Onze heures sonnèrent au clocher de Langon, répétés bientôt
dans la nuit étoilée devenant laiteuse, par ceux de Brain et de Ste Anne.
Comment diable ne dormait-il pas encore ?...
Il semblait éprouver des lourdeurs et ses membres
restaient raides comme le manche d'un pic à perrière. Dame ! ce n'était point
son métier de battre au fléau toute la journée !... Puis il se demanda aussi
s'il n'avait pas trop bu. Il en voulait maintenant à "ce galeux de P'tit
Paul" pour lui avoir versé une "lampée" de gnole un peu forte !
Il entendit encore rouler une charrette, au loin, sur la
route de Musson : preuve que le vent avait tourné. Une brise se leva bientôt
sur les saules et fit craquer leurs jointures.
Tout à coup une rumeur grandit sur la colline d'en face.
Ah ! c'était bien autre chose que le canon du général Lamoricière et le bruit
des tambours battant la charge dans le ravin du Rummel ! Cela geignait, hurlait, grinçait,
éclatait et s'écroulait en tonnerre épouvantable… Un cri dominait ce tumulte
infernal : "Houp
! Houp ! Houp ! …Allons vite ! …"
Et soudain un galop éperdu se fit
entendre, sur les prés, par-dessus les haies, par-dessus les douves, les palis,
les marais, les buissons, et plouf ! Le cheval était dans la rivière, la
traversait à la nage, s'élançait sur l'autre rive, galopait, galopait, et
disparaissait dans les bois de Beaulieu, en direction de Pierric.
Au bruit du Galop, le Père Julien
s'était redressé, d'un bond avait saisi son fléau, décrit un moulinet dans un
affreux juron et, sur l'herbe de la prairie était tombé foudroyé…
III
Le lendemain
matin, le soleil était déjà haut quand les gars de Villeneuve attendaient,
anxieux, l'arrivée du Père Julien. Quelques uns disaient que le travail du
fléau lui était plus pénible que celui du pic et pensaient que notre lascar
faisait la grasse matinée.
Mais la vieille Nanon répétait à qui voulait l'entendre :
"Pour sûr qu'il lui est arrivé
malheur sur les bords de la rivière ! Il aurait peut-être bien rencontré
"hier au soir" le cavalier de Droullins ! Et puis ma grand-mère me
disait aussi que c'était pas ben du tout de "prêcher" toujours en mal sur les curés et sur les
défunts. Rappelez-vous, les gars, le mal qu'il disait sur la Grande
Inquisition. Elle est peut-être venue le chercher !... "
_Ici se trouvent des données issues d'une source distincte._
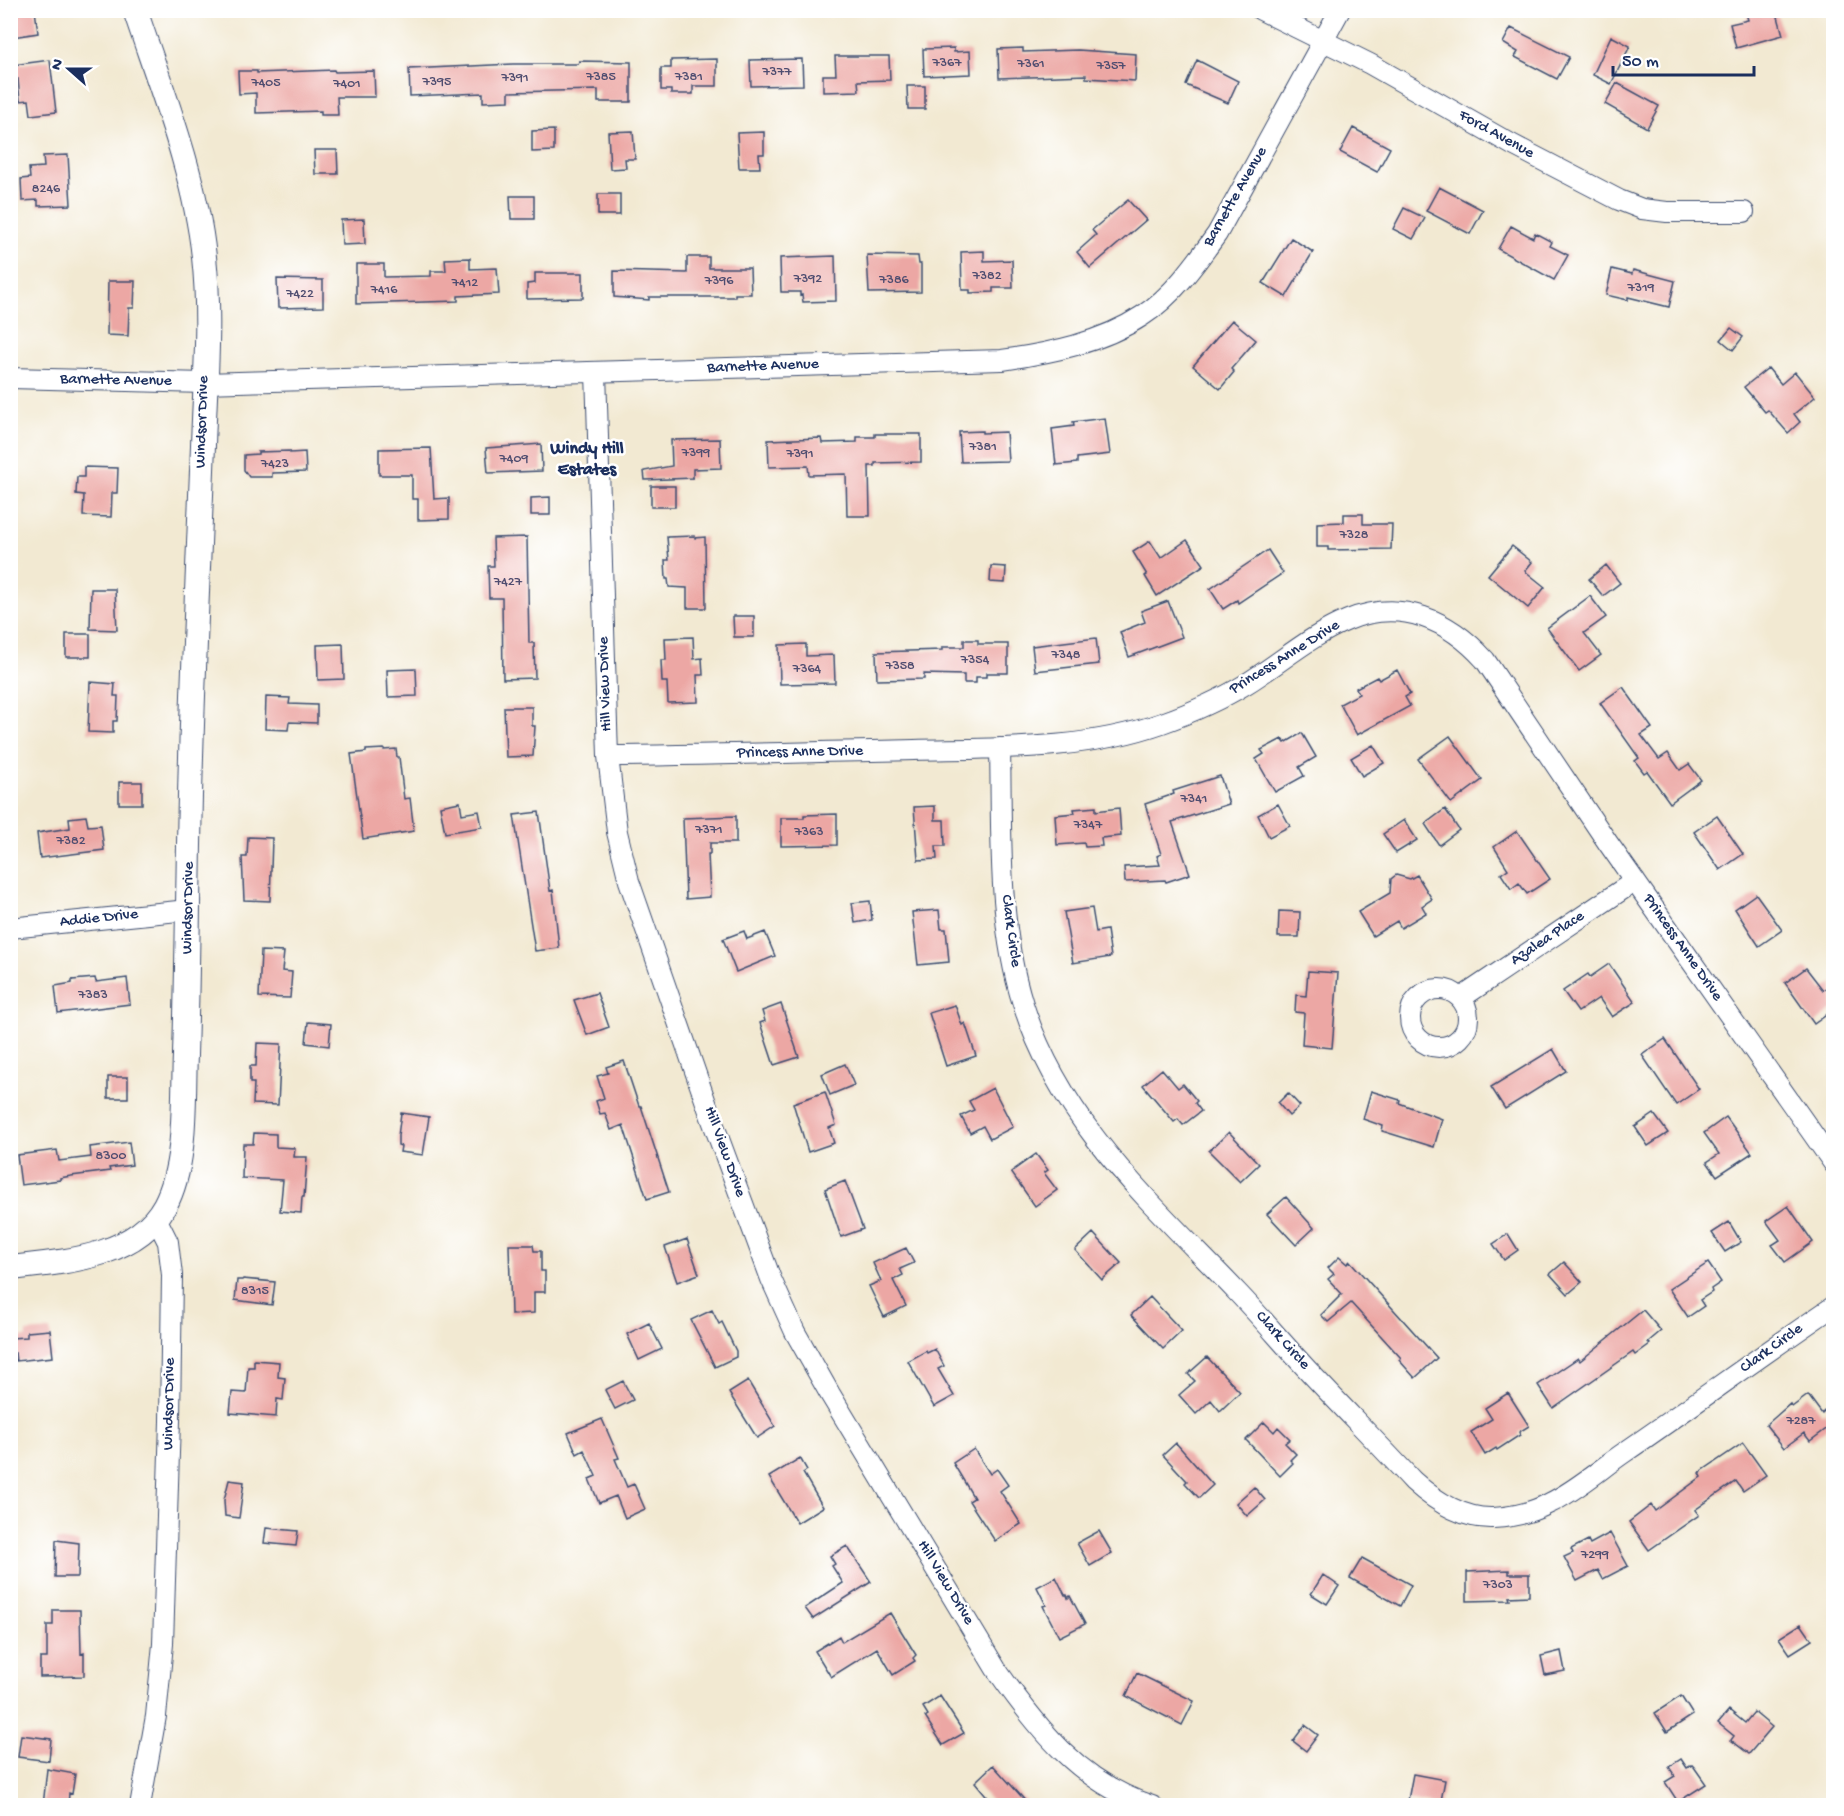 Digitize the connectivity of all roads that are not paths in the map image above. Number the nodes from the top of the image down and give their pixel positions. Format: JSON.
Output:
{"nodes":[{"id":1,"x":135,"y":10,"type":"edge"},
{"id":2,"x":1261,"y":10,"type":"edge"},
{"id":3,"x":1340,"y":10,"type":"edge"},
{"id":4,"x":1323,"y":41,"type":"junction"},
{"id":5,"x":1744,"y":212,"type":"dead end"},
{"id":6,"x":596,"y":372,"type":"junction"},
{"id":7,"x":10,"y":378,"type":"edge"},
{"id":8,"x":205,"y":383,"type":"junction"},
{"id":9,"x":1000,"y":748,"type":"junction"},
{"id":10,"x":608,"y":756,"type":"junction"},
{"id":11,"x":1635,"y":881,"type":"junction"},
{"id":12,"x":188,"y":910,"type":"junction"},
{"id":13,"x":10,"y":928,"type":"edge"},
{"id":14,"x":1461,"y":998,"type":"dead end"},
{"id":15,"x":1833,"y":1164,"type":"edge"},
{"id":16,"x":156,"y":1218,"type":"junction"},
{"id":17,"x":10,"y":1268,"type":"edge"},
{"id":18,"x":1833,"y":1306,"type":"edge"},
{"id":19,"x":140,"y":1806,"type":"edge"},
{"id":20,"x":1152,"y":1806,"type":"edge"}],
"edges":[{"from":1,"to":8,"type":"street","name":"Windsor Drive"},
{"from":2,"to":4,"type":"street","name":"Ford Avenue"},
{"from":3,"to":4,"type":"street","name":"Barnette Avenue"},
{"from":4,"to":5,"type":"street","name":"Ford Avenue"},
{"from":4,"to":6,"type":"street","name":"Barnette Avenue"},
{"from":6,"to":8,"type":"street","name":"Barnette Avenue"},
{"from":6,"to":10,"type":"street","name":"Hill View Drive"},
{"from":7,"to":8,"type":"street","name":"Barnette Avenue"},
{"from":8,"to":12,"type":"street","name":"Windsor Drive"},
{"from":9,"to":10,"type":"street","name":"Princess Anne Drive"},
{"from":9,"to":11,"type":"street","name":"Princess Anne Drive"},
{"from":9,"to":18,"type":"street","name":"Clark Circle"},
{"from":10,"to":20,"type":"street","name":"Hill View Drive"},
{"from":11,"to":14,"type":"street","name":"Azalea Place"},
{"from":11,"to":15,"type":"street","name":"Princess Anne Drive"},
{"from":12,"to":13,"type":"street","name":"Addie Drive"},
{"from":12,"to":16,"type":"street","name":"Windsor Drive"},
{"from":16,"to":17,"type":"street"},
{"from":16,"to":19,"type":"street","name":"Windsor Drive"}]} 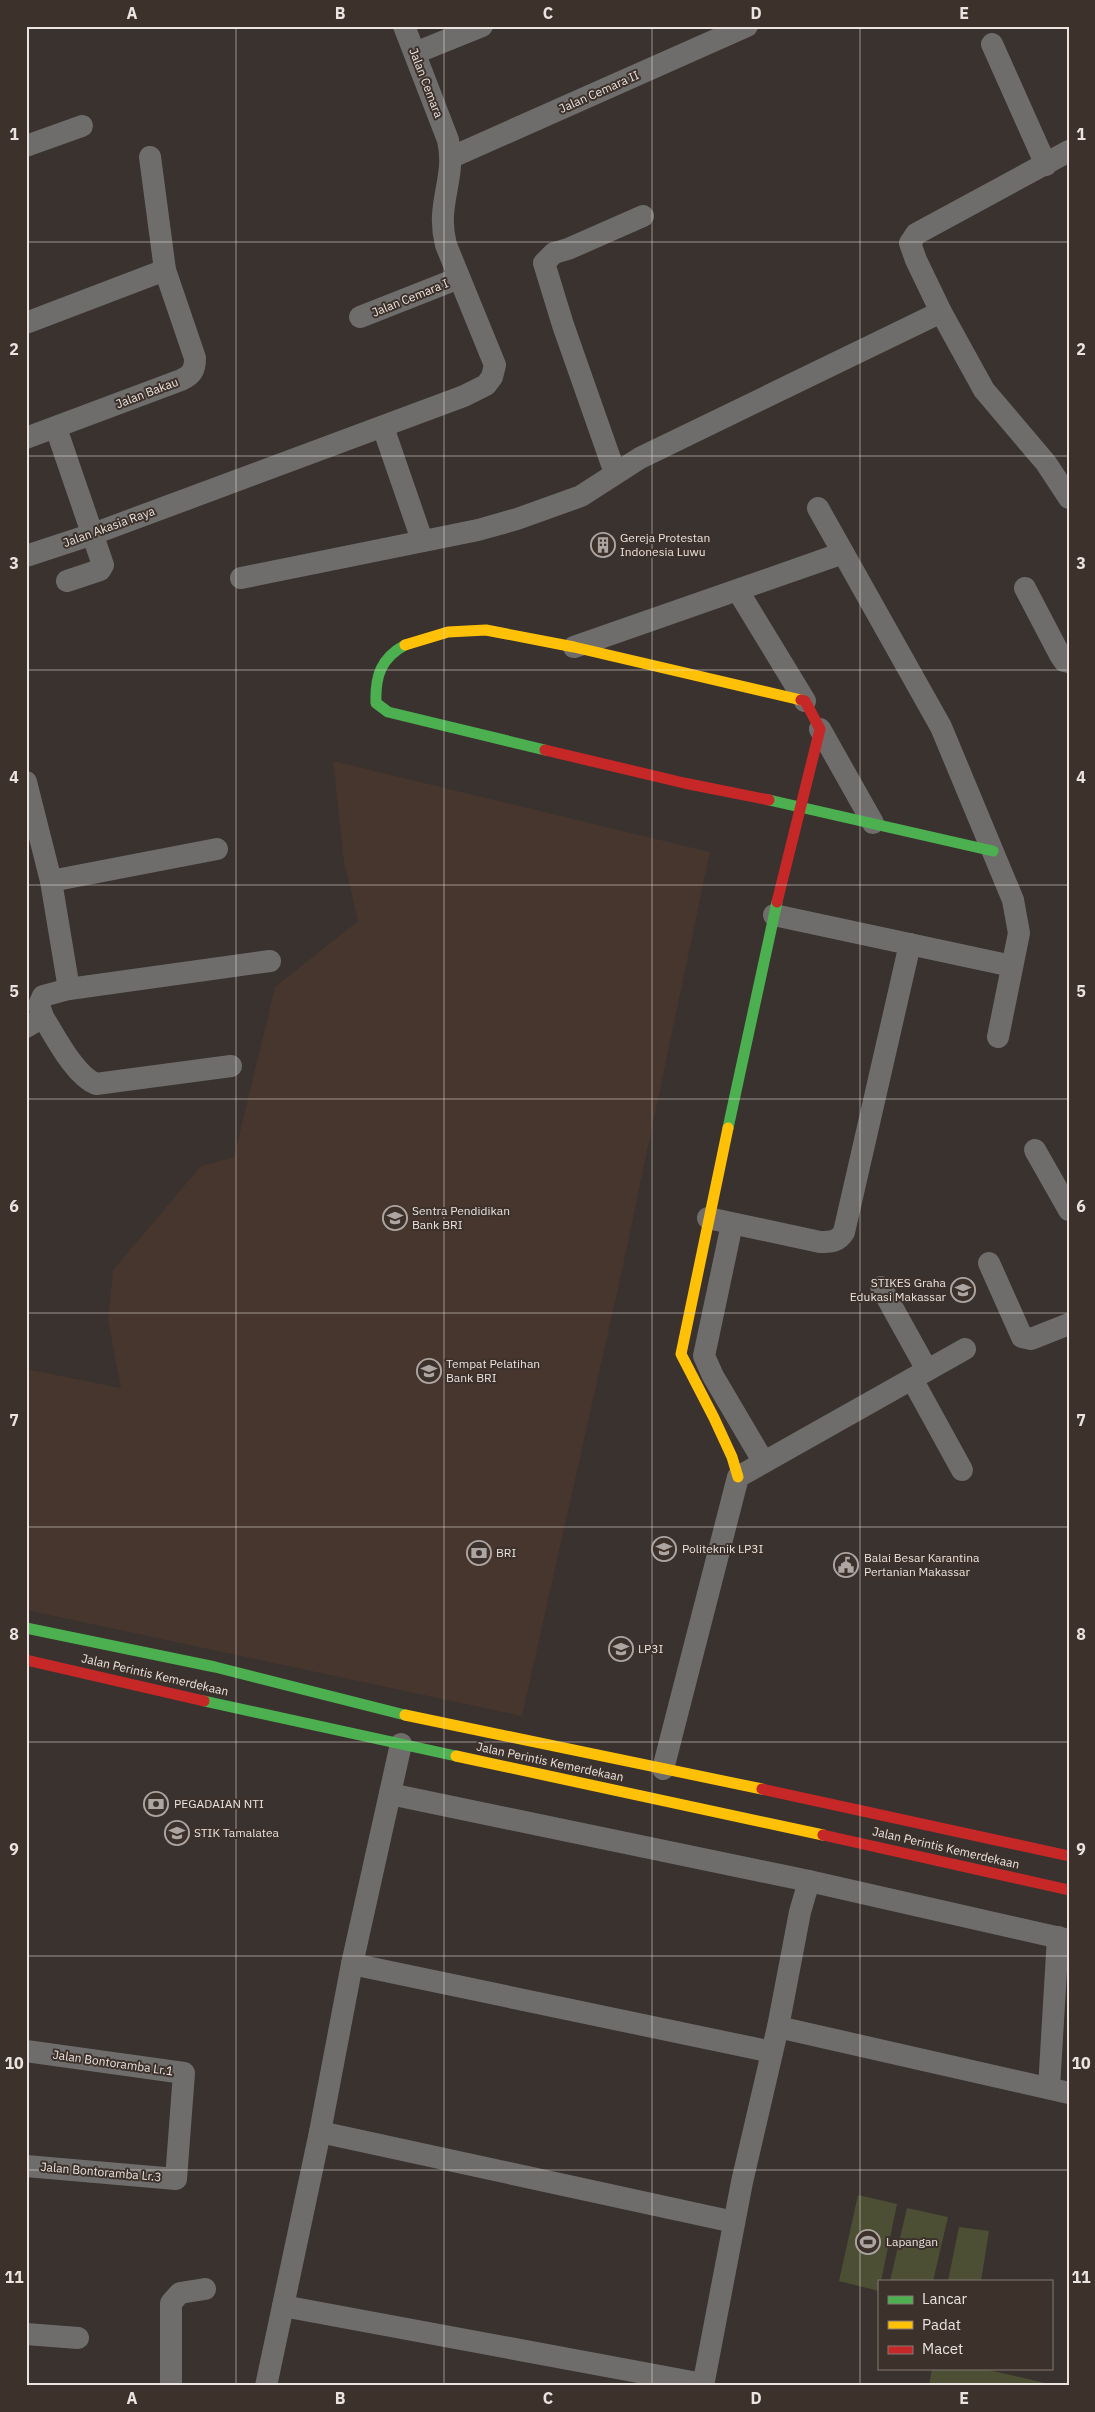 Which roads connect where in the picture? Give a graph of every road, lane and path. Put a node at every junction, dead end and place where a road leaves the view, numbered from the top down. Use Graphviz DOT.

Ces paroles peu rassurantes, comme aussi l'orage de la
nuit, décidèrent quelques uns à partir à la recherche du Père Julien, qui avec
une fourche, qui avec un fléau, qui avec une faux, et P'tit Paul avec un
lance-pierres !
Ils le découvrirent étendu sous les saules, raide comme
un mort, à quelques mètres d'un châtaignier fracassé. Après l'avoir secoué, le
bonhomme sembla revenir à lui, ouvrit de grands yeux effrayés, les referma,
puis éternua bruyamment. Il avait une blessure à la tempe où s'était formé un
caillot de sang. On le questionna, mais Julien répétait toujours la même chose
: "Laissez-meu ! Laissez-meu ! …
Je veux aller voir Monsieur Recteur !..."
On n'a jamais pu obtenir autre chose de lui, mais il ne
s'amenda point pour autant ! Il continue à boire, à "sacrer" sur le
dos des curés, à maudire la Grande Inquisition et à battre sa femme !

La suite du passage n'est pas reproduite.